= Deptford poisonings =

Murder case in the United Kingdom

Between 1886 and 1889, five suspicious deaths occurred in Deptford, United Kingdom. Amelia Winters was suspected of murder after it was discovered that she had insured the lives of twenty-two people, which allowed her to receive payments for five deaths. As part of the inquiry, three bodies were exhumed, with post-mortem findings non-definitively pointing to poisoning. Most of the alleged victims were Winters' relatives by blood or affinity who had moved into or temporarily stayed in Winter's household.
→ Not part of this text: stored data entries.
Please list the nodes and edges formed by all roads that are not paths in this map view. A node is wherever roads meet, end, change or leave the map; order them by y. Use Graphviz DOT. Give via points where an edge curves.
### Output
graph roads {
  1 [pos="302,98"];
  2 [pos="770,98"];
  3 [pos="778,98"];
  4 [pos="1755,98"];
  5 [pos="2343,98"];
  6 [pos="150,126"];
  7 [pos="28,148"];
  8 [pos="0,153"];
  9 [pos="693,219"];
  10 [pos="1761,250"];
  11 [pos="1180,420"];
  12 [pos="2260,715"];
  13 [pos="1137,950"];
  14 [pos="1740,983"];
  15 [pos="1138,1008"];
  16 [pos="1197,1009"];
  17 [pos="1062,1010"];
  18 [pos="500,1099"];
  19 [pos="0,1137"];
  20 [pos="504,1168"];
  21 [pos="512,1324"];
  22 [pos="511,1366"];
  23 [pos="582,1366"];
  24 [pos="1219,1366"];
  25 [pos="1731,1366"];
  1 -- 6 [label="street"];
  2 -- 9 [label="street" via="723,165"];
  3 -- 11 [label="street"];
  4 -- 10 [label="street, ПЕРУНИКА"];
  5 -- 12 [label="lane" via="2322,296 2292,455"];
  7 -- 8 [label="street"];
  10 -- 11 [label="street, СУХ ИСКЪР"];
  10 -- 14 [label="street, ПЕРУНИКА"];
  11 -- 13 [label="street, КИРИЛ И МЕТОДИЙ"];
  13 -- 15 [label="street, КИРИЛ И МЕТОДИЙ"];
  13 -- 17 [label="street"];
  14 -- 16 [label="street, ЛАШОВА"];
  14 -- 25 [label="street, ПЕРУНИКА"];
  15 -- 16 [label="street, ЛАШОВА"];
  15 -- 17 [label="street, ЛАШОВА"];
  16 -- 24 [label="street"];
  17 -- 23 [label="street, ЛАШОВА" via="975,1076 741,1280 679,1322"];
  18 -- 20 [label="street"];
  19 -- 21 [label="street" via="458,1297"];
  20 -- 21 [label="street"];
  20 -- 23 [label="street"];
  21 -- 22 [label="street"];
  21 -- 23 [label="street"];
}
Winters died before going to trial. Her daughter, Elizabeth Frost, was suspected of complicity and was indicted, but the murder charges were dropped. However, she was convicted of forgery for falsifying insurance documents and sentenced to seven years of penal servitude.

== Events ==

The victims in the murder cases were Sidney Bolton, aged 11, the son of a niece living with Winters; William Sutton, the elderly father of another relative; and Elizabeth Frost, the mother-in-law of the daughter Elizabeth Frost. The doctor's certificate had given the cause of death as 'gastrodynia, diarrhoea and convulsions'.
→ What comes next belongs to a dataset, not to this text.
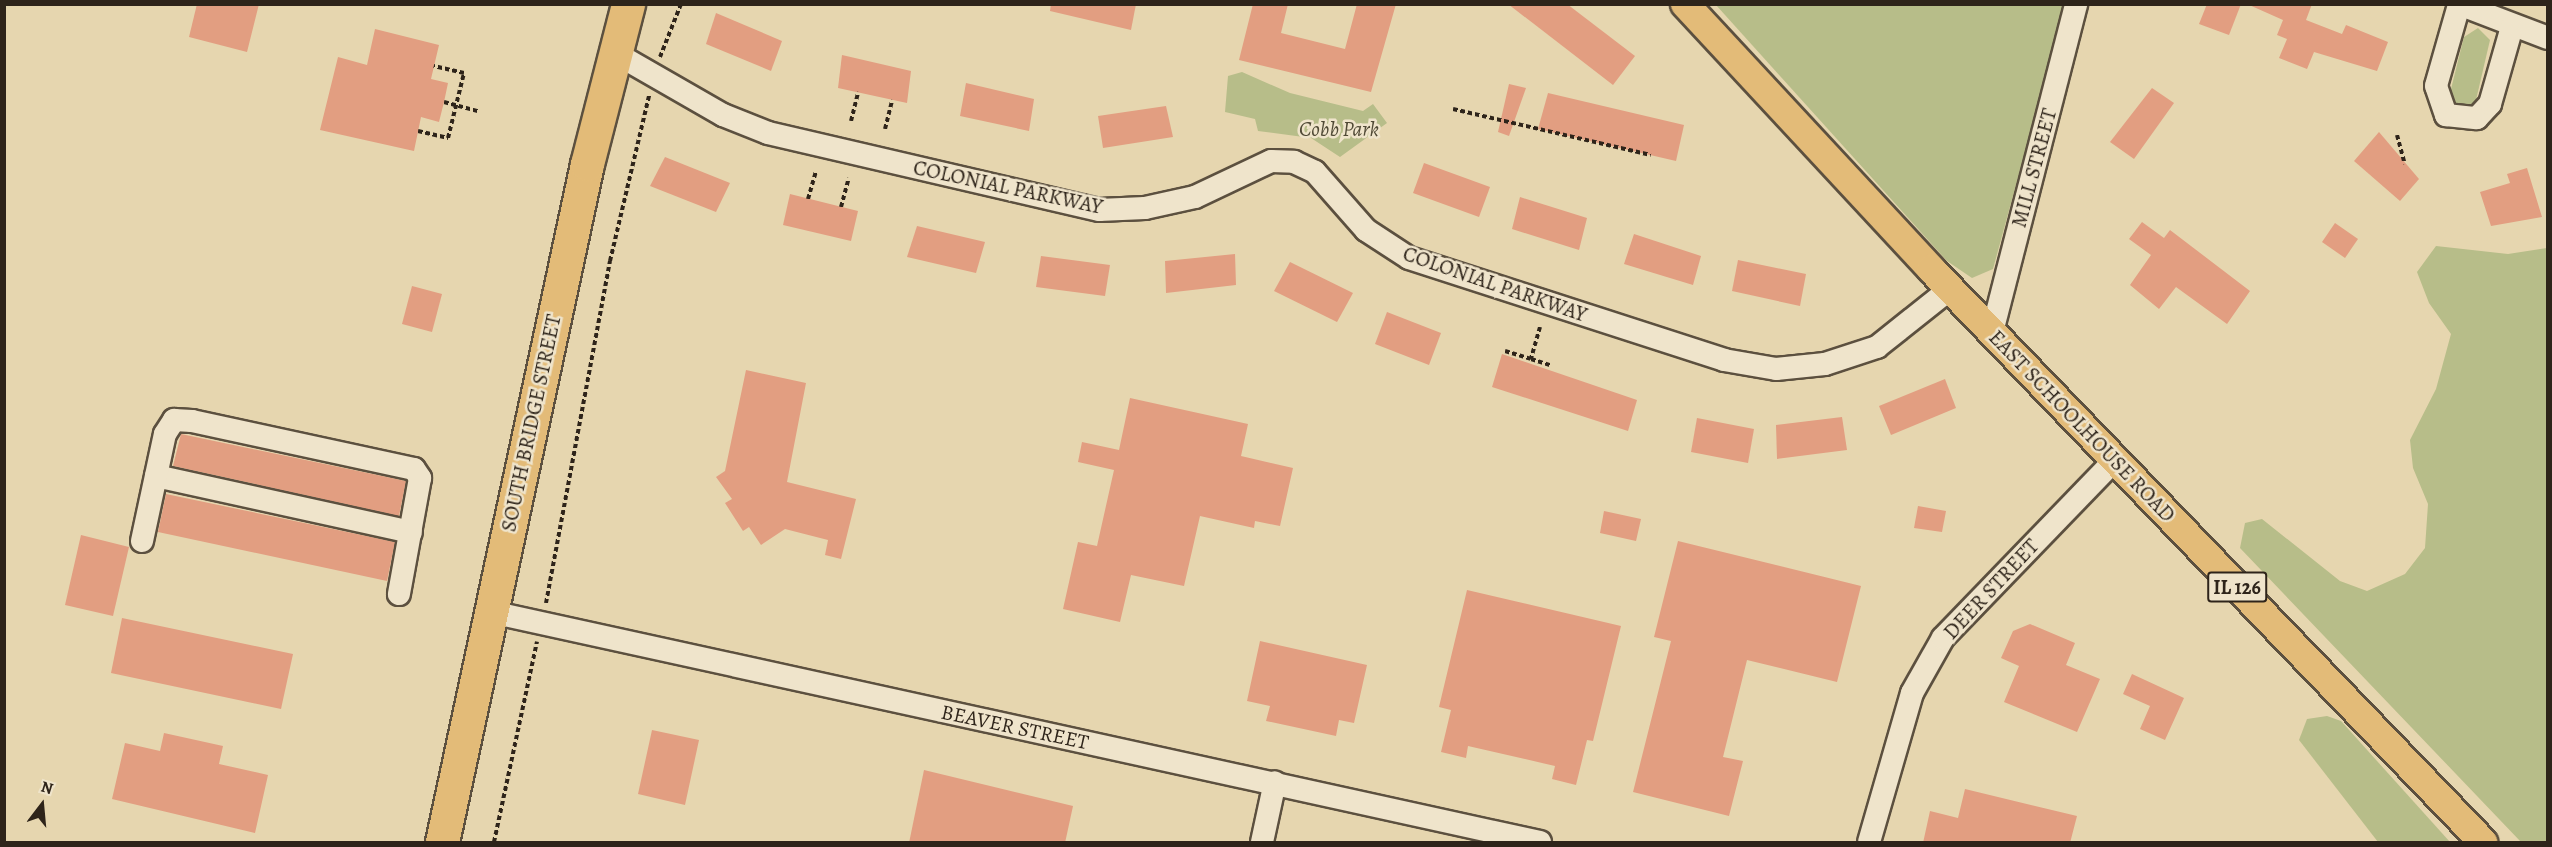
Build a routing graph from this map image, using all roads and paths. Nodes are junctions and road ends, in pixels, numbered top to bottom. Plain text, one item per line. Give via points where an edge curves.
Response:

When Joseph Winters, Amellia's husband, discovered the insurance policies, he went to the police. Investigators determined that Winters had insured the lives of 22 persons for a total of £240 with the Liverpool Victoria Friendly Society. Five of these individuals had died by 1886, and the society had paid out for them. Winters also had 14 policies with the Prudential Assurance Company, which had also paid out for the same five deaths.
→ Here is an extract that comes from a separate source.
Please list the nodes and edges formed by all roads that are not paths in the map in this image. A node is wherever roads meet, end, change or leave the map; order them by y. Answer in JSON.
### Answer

There had been no checks on her relationships with the insured people. On the Liverpool Victoria's insurance form for Sidney Bolton, she had just written 'X' against his mother's name.

=== Other deaths ===
Investigators identified other possible poisoning victims of Winters. No criminal charges were brought for these deaths.

- Benjamin Winters, the brother of Joseph Winters. Winters had insured him for 18 guineas. In 1885, he left Greenwich Workhouse to stay at the Winters' house for a holiday. While there, Benjamin "was taken ill with diarrhaea, sickness, pains in the stomach, and similar symptoms to those described in the previous cases. Dr. McNaughten attended the man, who expired in a few days in a fit."
- William Winters, age five, Winters' grandson; she had insured him for £5. In the summer of 1886, William was brought from the hospital to stay with Winters. William died a few days later.
- Ann Bolton, an elderly woman insured by Winters for £3 10s. In November 1886, she died at Friendly Street, Deptford, after Winters had been nursing her.
A witness in the case, George Francis Dear, who had lodged with Winters, later committed suicide by hanging after finding out that Winters had insured his life with a Liverpool society for 19 guineas.

== Inquest ==
According to the autopsy evidence at the coroner's inquest, "In Sutton's case, the appearances were quite consistent with death from an irritant poison. In the case of Elizabeth Frost the state of preservation in which the intestines were found indicated the presence of some preservative such as arsenic", (Note: During this period, arsenic's preservative properties led to its use in taxidermy and embalming.) as reported in The Colonist at the time.

Evidence of motive was presented showing that between July 1886 and February 1889 five people insured by Winters had died and she had claimed and received payment against the policies she held for Sutton and Bolton.

In July 1889, at the end of the inquest, the coroner's jury delivered a verdict that the deaths were caused by "wilful murder", implicating Winters and Frost, upon which the coroner committed them for trial at the Central Criminal Court, for their culpability to be determined.

== Winters' death ==
Winters died before she could be brought to trial. However, she made a deathbed confession of guilt to her husband and daughter. No inquest was held for her death; the doctor said it was the result of 'marasmus' – a general wasting away.'

Winters was buried in Brockley cemetery in Lewisham on 22 July 1889 in unconsecrated ground. The burial was kept secret with police present to deter demonstrations.

== Frost's trial ==
Elizabeth Frost was indicted for murder, but the charges were dropped. She was tried at the Old Bailey in July 1889 on charges of forging a document for the payment of money, with intent to defraud, and was found guilty. Frost was sentenced to seven years' penal servitude.

== Effects on life insurers' practices ==
The coroner for Surrey, Athelstan Braxton Hicks, had written a letter to The Times on 14 February 1889 listing eleven proposals for combating the dangers of child life insurance. The Deptford poisoning case was influential in tightening up the 1875 Friendly Societies Act.